Fraud: Stop Thinking it won’t Happen to You

Sep 1, 2017 | Assets, CEO / Owner, News, SJCC

Executive Summary

Fraud is a real risk to businesses and most do not realize they’ve become a victim until it’s too late. There are simple controls to put in place to help prevent it, or perhaps bring it to your attention. Learn preventative measures and examples of embezzlement techniques.
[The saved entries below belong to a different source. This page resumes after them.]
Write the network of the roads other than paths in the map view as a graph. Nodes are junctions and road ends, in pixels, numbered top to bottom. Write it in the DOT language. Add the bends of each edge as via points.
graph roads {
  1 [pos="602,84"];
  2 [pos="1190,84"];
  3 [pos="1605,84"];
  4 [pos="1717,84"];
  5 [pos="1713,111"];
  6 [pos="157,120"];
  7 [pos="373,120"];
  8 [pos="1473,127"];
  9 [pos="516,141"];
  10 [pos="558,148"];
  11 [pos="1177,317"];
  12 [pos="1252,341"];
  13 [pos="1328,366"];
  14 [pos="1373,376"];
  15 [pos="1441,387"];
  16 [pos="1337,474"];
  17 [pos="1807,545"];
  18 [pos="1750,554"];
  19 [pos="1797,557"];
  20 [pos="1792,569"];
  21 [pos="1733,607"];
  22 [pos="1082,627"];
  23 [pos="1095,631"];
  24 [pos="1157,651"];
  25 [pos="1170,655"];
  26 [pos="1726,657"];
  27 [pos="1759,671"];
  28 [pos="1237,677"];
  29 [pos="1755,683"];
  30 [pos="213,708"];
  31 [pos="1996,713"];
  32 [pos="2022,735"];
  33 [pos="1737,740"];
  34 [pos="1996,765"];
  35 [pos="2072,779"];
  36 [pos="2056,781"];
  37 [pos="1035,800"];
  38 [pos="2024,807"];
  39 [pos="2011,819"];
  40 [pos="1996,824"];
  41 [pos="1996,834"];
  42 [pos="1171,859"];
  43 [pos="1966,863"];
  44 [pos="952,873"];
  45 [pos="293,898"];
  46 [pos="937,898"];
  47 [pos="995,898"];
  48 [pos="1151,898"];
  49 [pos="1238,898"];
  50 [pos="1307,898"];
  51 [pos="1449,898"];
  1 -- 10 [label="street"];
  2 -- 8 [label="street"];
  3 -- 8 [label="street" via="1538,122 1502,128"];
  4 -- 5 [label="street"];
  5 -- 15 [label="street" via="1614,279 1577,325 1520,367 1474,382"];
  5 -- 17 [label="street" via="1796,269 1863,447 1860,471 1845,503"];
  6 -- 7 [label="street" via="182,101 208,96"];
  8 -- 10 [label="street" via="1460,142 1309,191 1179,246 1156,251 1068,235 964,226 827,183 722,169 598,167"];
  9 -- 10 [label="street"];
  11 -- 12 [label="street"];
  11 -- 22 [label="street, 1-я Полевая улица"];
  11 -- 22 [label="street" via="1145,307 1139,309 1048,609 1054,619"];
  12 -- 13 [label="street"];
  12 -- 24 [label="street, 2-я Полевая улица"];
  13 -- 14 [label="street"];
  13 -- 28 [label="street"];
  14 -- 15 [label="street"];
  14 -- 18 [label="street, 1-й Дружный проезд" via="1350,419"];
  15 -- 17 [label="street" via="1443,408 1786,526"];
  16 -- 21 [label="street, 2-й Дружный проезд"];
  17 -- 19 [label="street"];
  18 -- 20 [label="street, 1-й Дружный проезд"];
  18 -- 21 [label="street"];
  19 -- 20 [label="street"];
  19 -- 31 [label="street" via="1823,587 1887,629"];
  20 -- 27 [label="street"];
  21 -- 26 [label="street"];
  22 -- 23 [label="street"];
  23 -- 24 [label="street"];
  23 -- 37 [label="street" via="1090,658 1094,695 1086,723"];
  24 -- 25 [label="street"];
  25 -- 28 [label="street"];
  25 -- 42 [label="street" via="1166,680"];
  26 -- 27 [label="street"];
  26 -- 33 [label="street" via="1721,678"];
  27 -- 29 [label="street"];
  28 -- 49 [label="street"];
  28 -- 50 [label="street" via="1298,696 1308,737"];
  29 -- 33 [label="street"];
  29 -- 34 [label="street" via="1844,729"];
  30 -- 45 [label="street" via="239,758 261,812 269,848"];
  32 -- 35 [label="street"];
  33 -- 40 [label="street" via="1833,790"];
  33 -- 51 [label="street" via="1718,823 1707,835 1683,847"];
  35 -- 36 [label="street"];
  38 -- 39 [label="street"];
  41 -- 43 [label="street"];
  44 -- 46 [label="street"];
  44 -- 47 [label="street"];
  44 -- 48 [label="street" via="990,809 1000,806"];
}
“No, that couldn’t happen here.”

“We have great people. They’ve been with me forever.” How about “I worked with these guys for years at that other company and it’s all good.”? You know how many times I’ve heard things like this? I don’t know, maybe from over 15 companies in the last year alone! Trust. Me. It can happen to you.

The Heist

Fraud or embezzlement happens numerous ways, here are some common ways:

  • Fake invoice (accounts payable) – the accounts payable clerk creates a fake invoice to a fictitious company. This payee “company” somehow ends up being the clerk or a party related to the clerk.
  • Vanishing invoice (accounts receivable) – payments may be diverted to a phony account and invoices are removed from the system
  • Payroll – paying the wrong pay rate, paying too many hours, paying for nonexistent employees, or paying for an employee no longer with the company.
  • Selling company assets – if assets are discovered on a job site such as natural resources (gravel or dirt) or house furnishings (in the case of a refrigerator in a house demolition), these can be sold by employees for individual gain.
  • Salvage – related to the previous item, there can often be precious metals (like copper wire from light pole to light pole) or just common steel or timbers that have value in the community or at a recycling plant.
  • Property use – land owned or rented by the company for a particular job can be leased out to the “landlord” who is your employee (for example, on a camp job where workers need land to lease to park their trailer – this property is being leased by the Company from a lessor, but tenants unbeknownst to the Company are paying your employee since he has advertised himself as the landlord). A second example which is common is the use of the Company’s construction equipment on side jobs for which the Company has no knowledge and has not approved.
  • Fuel – using company fuel cards to fuel personal vehicles (their own personal vehicle or their friends’). See My Story

Preventative Measures

Here are some suggestions to combat fraud and embezzlement:

  • Separation of duties – split duties to multiple people
    • whoever cuts the checks (or signs the checks) should not balance the bank account
    • the person entering the invoices into the system does not issue payments
    • the person opening the mail does not make bank deposits
  • Password protection – keep passwords protected to non-fiduciary (it should go without saying that accounts with fiduciary institutions should be protected) websites that provide things like:
    • office supplies
    • general merchandise
    • food
    • airlines
    • other travel accommodations
  • Asset reconciliation
    • fuel bills – generate an estimated monthly usage of fuel, jointly with the fuel cardholder, and monitor it monthly (or weekly!)
    • hard assets – generate a system of regular “asset check-ins” where employees are required to report the whereabouts of equipment (of course this is at Runasset.com)
    • bank accounts – account for cash use on a monthly basis
    • petty cash – if small amounts of cash are kept on hand, make sure to have simple accounting in an envelope or cash box

My Story

It started for me with an employee booking a trip to another state without my permission. She went on the airline website and booked a ticket for the weekend.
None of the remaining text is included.